-------- Raw data --------
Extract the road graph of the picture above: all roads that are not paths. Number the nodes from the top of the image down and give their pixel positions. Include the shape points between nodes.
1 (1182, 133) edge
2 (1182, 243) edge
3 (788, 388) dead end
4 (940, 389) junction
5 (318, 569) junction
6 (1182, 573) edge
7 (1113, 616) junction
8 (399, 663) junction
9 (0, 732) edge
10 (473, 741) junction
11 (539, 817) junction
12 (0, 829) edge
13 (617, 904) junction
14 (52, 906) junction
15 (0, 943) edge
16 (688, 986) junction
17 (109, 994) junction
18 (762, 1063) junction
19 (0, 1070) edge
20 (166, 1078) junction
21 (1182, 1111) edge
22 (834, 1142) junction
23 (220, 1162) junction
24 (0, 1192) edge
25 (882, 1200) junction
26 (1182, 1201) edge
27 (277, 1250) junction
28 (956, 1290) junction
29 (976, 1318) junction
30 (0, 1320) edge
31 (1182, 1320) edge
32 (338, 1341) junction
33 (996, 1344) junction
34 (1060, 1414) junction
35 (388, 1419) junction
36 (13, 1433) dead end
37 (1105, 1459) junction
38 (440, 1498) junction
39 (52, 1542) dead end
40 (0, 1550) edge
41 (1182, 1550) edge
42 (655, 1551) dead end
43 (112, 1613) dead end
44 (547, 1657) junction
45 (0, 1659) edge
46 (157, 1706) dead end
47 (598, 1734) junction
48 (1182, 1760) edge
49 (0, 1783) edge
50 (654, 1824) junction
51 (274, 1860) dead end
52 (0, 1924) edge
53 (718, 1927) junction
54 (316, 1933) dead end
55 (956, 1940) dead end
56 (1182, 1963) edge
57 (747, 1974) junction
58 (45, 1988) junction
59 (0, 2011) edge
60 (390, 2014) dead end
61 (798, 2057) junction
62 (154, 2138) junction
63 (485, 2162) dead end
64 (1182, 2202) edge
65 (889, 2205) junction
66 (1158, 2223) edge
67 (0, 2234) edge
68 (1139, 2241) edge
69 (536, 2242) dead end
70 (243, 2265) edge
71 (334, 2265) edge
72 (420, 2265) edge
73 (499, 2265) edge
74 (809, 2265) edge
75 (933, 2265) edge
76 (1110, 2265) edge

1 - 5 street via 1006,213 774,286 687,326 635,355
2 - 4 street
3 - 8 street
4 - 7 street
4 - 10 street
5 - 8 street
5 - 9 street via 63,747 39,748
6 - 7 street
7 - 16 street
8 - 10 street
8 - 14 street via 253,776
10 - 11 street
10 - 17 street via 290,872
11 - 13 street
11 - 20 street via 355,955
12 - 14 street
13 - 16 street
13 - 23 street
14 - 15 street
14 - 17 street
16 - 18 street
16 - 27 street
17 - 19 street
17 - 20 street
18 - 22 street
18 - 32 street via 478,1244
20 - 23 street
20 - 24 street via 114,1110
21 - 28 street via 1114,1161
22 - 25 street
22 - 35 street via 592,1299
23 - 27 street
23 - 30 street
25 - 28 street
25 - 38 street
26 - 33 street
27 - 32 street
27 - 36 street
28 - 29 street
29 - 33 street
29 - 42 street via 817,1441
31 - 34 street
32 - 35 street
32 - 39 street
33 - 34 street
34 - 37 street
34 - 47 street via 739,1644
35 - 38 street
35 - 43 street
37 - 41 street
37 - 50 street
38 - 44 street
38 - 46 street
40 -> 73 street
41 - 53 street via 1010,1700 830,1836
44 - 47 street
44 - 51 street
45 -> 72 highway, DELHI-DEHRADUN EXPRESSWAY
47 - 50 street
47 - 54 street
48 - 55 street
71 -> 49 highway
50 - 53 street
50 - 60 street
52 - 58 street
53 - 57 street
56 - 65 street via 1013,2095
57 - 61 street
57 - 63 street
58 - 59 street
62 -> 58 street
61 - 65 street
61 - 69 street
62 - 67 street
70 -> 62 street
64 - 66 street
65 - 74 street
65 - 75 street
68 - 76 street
--------
(About this task)
Find every line in the records that uses the string "dead", then copy it.

(Solution to the exercise)
3 (788, 388) dead end
36 (13, 1433) dead end
39 (52, 1542) dead end
42 (655, 1551) dead end
43 (112, 1613) dead end
46 (157, 1706) dead end
51 (274, 1860) dead end
54 (316, 1933) dead end
55 (956, 1940) dead end
60 (390, 2014) dead end
63 (485, 2162) dead end
69 (536, 2242) dead end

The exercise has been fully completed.